(Collected data entries)

*** Block opens ***

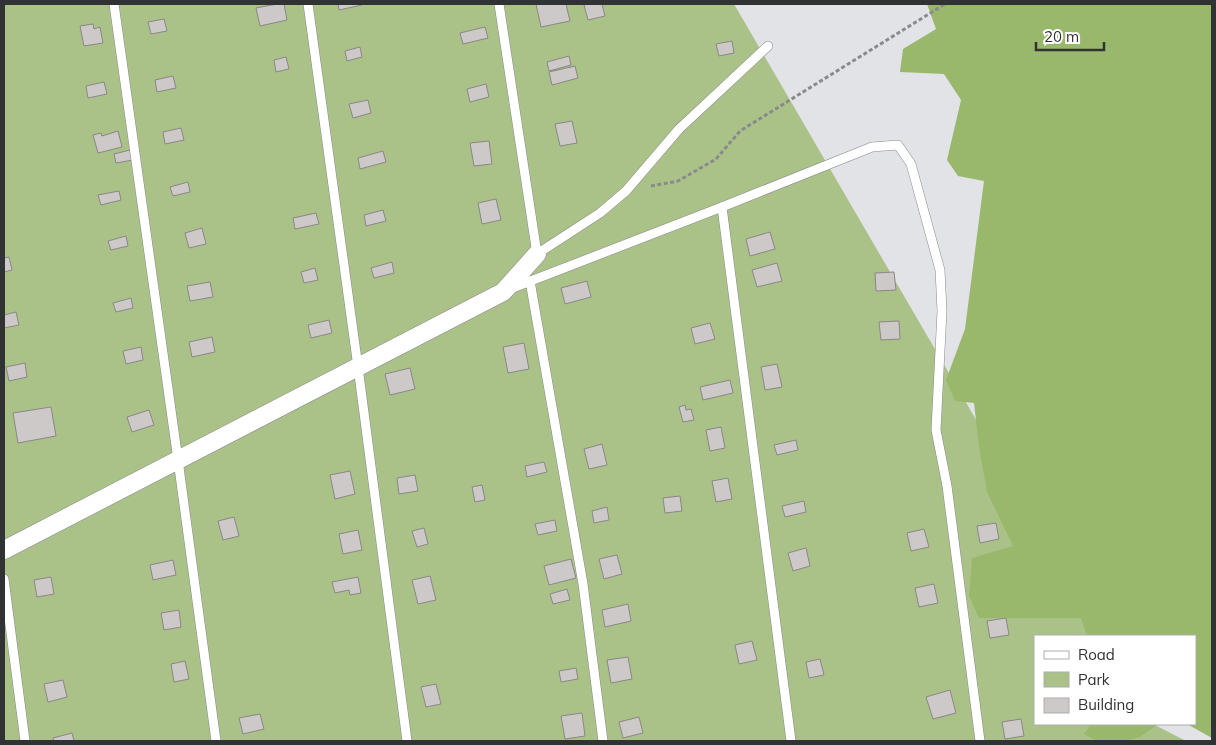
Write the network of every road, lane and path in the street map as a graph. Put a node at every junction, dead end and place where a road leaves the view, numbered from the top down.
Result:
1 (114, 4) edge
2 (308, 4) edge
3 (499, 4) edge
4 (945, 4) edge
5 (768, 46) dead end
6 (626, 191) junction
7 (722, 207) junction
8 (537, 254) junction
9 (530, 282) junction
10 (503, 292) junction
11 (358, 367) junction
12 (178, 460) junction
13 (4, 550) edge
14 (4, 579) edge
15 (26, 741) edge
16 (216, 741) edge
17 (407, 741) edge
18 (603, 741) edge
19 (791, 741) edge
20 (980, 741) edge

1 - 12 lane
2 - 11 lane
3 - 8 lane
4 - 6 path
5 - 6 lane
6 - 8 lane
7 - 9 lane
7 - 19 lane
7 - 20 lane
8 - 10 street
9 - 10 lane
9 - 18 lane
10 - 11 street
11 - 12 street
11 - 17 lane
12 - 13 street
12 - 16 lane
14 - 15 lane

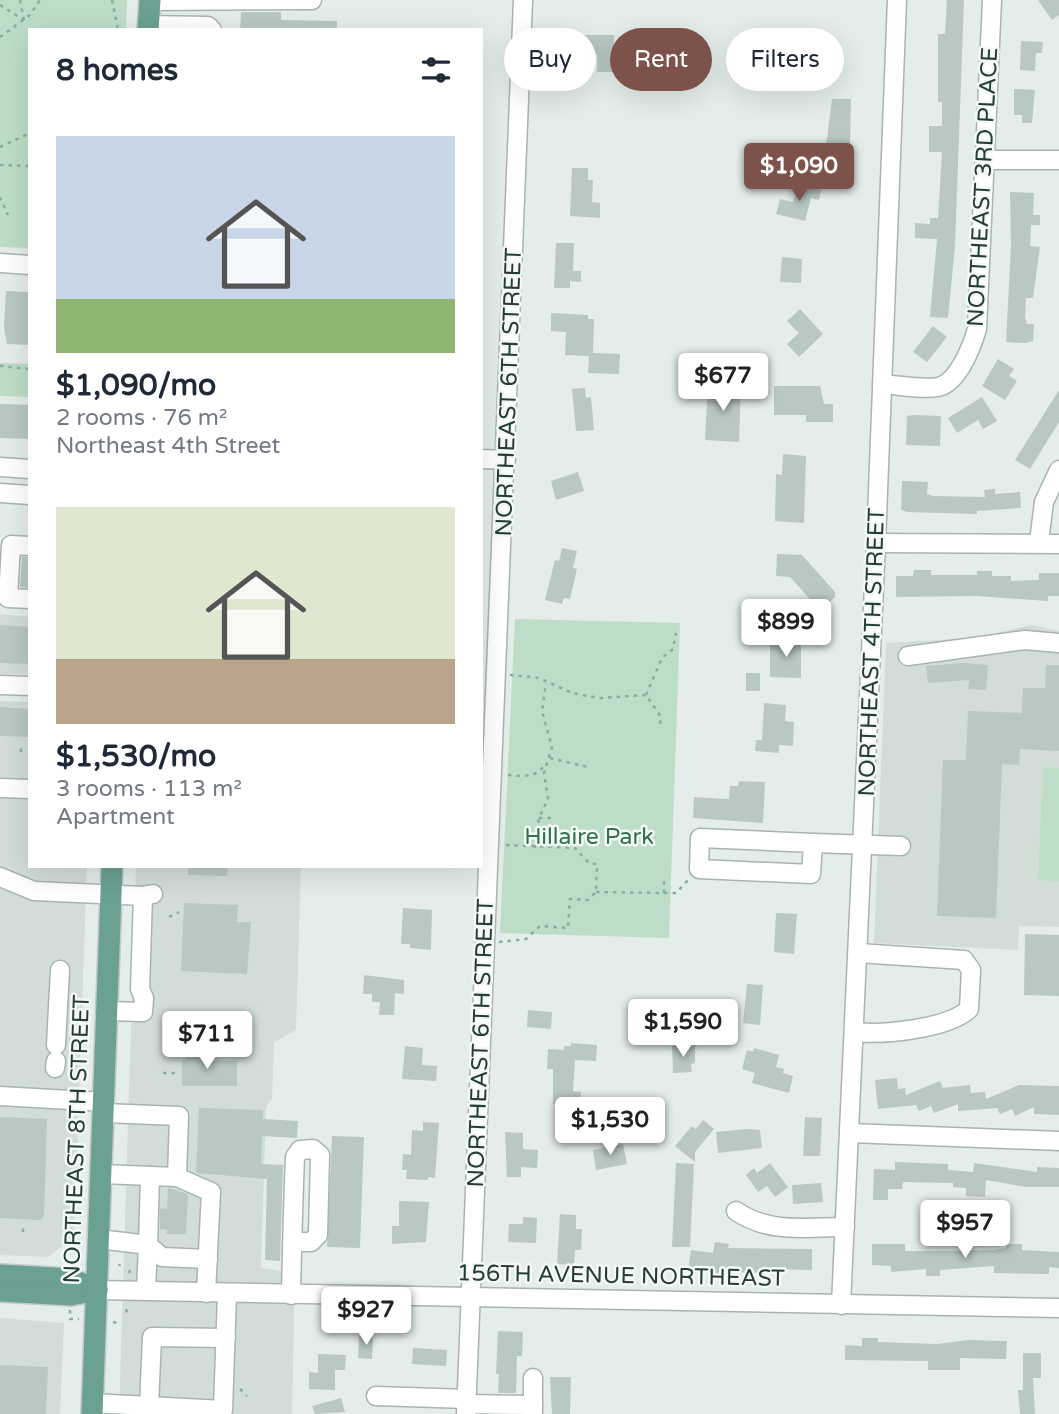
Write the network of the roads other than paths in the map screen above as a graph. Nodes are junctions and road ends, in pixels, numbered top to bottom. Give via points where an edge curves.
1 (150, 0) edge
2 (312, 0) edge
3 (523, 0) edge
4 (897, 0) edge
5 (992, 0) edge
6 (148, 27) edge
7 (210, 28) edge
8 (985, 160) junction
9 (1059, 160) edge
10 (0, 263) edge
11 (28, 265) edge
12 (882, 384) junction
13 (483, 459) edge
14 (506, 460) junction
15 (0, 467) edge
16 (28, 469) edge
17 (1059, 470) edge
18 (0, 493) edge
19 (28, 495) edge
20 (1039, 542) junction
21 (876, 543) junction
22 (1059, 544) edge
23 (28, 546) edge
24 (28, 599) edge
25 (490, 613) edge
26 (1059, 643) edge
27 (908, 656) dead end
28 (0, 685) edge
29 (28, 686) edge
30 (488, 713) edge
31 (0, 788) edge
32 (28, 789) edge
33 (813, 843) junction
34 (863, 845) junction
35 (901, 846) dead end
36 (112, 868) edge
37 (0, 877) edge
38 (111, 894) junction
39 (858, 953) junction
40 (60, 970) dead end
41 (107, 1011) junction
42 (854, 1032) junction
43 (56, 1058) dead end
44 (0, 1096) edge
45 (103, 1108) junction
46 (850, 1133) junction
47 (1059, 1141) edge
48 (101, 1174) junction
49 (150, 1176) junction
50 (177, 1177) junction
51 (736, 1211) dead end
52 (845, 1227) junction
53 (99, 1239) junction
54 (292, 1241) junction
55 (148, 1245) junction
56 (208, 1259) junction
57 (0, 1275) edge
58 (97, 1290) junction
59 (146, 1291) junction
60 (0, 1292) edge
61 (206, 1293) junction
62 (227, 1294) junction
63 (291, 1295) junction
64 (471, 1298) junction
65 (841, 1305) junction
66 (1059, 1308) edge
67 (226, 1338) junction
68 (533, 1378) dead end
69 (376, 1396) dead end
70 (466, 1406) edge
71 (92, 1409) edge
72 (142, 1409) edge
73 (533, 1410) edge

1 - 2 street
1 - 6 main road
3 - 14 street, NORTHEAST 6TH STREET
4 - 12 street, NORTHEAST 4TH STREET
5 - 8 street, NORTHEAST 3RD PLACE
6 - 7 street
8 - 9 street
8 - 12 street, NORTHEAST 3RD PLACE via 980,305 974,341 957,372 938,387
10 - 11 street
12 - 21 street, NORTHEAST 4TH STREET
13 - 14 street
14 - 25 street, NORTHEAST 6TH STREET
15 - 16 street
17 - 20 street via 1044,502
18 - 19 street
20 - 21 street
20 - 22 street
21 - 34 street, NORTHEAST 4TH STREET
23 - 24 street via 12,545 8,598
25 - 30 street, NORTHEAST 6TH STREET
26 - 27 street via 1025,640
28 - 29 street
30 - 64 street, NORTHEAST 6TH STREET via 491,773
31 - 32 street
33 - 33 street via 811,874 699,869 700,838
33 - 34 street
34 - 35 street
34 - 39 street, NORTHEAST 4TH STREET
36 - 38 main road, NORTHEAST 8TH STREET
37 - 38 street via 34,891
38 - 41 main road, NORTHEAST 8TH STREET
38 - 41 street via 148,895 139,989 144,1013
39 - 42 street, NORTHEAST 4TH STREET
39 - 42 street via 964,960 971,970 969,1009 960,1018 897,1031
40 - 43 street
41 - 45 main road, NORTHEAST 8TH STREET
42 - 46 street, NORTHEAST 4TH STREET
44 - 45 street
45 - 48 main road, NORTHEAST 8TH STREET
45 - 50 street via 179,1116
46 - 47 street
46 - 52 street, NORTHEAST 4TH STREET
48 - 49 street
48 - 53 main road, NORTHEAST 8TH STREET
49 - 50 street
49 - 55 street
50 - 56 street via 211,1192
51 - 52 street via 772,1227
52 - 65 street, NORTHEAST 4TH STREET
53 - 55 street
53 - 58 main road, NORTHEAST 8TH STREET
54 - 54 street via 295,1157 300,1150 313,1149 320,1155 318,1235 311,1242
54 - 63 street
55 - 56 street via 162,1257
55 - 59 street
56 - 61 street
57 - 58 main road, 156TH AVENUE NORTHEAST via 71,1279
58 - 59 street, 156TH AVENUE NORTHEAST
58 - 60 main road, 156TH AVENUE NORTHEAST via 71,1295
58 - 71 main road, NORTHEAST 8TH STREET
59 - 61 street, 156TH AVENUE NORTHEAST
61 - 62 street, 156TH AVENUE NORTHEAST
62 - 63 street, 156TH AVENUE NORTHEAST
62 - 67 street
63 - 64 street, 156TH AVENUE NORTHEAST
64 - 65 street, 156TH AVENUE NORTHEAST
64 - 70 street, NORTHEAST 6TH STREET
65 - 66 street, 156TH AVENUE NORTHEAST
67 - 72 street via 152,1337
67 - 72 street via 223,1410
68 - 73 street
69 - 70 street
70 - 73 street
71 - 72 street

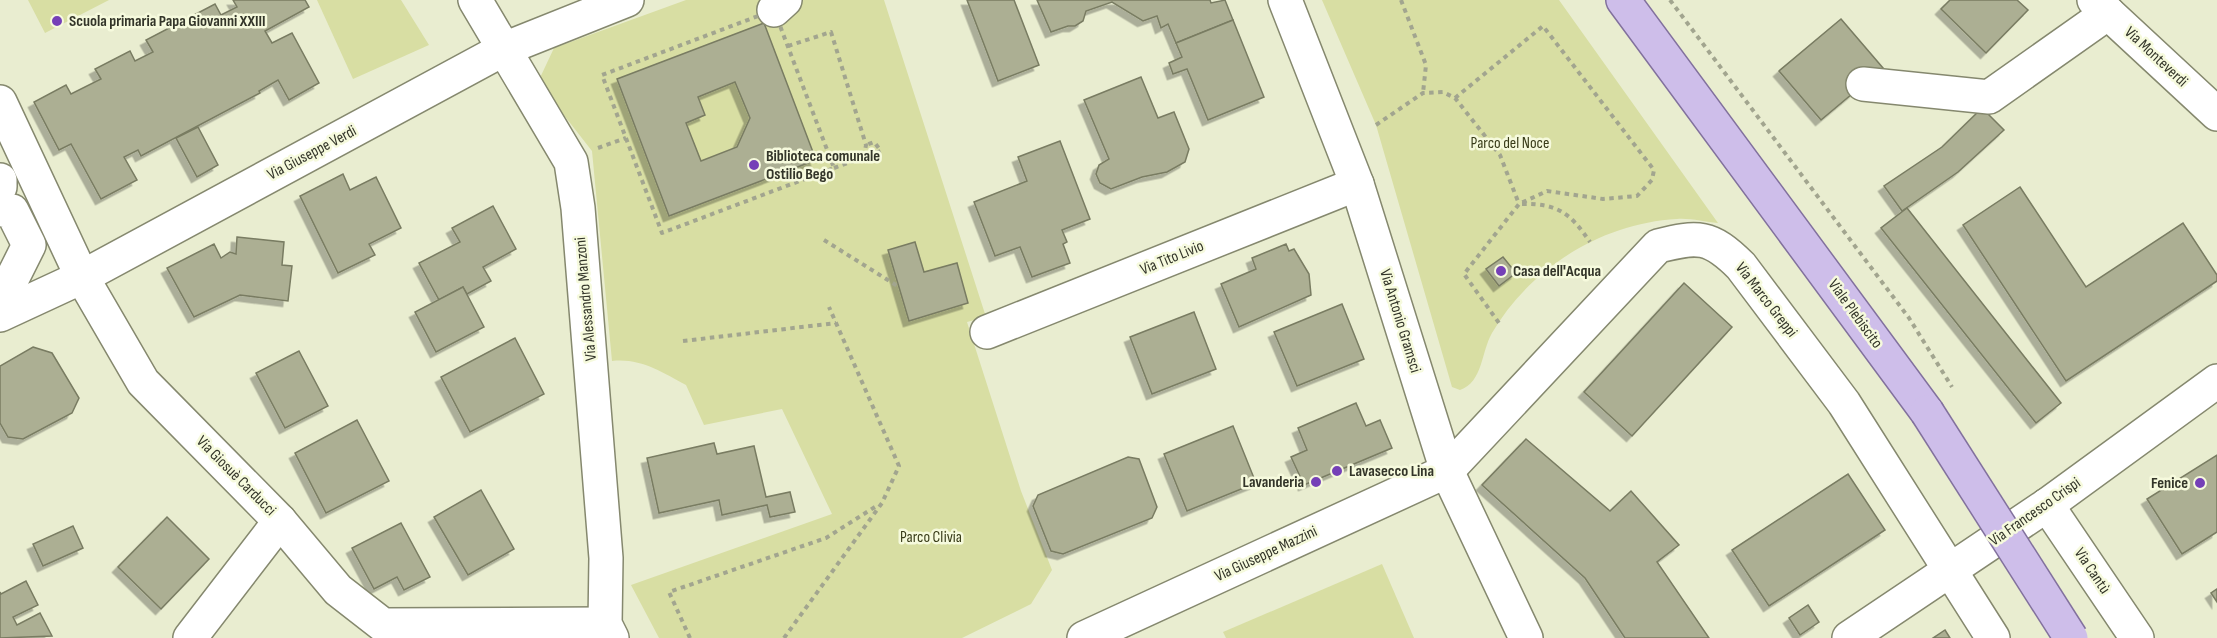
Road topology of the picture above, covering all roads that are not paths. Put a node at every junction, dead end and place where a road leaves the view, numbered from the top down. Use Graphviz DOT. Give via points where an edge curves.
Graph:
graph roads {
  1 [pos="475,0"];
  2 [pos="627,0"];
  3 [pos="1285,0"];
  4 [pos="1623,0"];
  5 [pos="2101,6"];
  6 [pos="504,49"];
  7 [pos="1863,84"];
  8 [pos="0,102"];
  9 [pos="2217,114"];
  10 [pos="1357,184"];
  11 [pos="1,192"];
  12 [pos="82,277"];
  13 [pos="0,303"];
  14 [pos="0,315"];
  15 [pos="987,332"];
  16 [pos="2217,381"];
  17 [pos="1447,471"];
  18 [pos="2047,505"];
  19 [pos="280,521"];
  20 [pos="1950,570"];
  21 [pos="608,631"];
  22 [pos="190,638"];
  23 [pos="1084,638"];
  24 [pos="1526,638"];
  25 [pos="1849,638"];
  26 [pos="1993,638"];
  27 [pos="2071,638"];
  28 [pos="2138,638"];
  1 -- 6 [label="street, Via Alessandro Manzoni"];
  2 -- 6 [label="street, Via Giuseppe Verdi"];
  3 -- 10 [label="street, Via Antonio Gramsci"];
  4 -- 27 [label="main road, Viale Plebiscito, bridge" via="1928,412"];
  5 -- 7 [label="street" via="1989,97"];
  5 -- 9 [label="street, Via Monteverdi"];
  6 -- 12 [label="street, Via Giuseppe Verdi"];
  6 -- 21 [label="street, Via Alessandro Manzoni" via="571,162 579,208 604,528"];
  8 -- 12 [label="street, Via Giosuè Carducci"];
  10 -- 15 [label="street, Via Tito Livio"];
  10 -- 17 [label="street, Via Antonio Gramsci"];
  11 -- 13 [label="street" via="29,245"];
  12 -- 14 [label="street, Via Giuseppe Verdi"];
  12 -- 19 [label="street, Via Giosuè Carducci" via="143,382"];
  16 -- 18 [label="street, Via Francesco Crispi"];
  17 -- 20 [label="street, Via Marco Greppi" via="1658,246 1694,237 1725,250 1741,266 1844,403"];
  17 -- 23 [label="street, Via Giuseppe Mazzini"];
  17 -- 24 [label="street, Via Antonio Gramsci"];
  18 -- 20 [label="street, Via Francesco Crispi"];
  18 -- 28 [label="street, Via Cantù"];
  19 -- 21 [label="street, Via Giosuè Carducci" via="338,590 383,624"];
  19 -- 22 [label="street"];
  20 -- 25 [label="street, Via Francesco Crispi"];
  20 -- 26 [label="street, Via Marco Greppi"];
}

*** Block closes ***

Exercise goal
A single figure must be given: how many lines of the records above include the string "Crispi".

Solution to the problem
3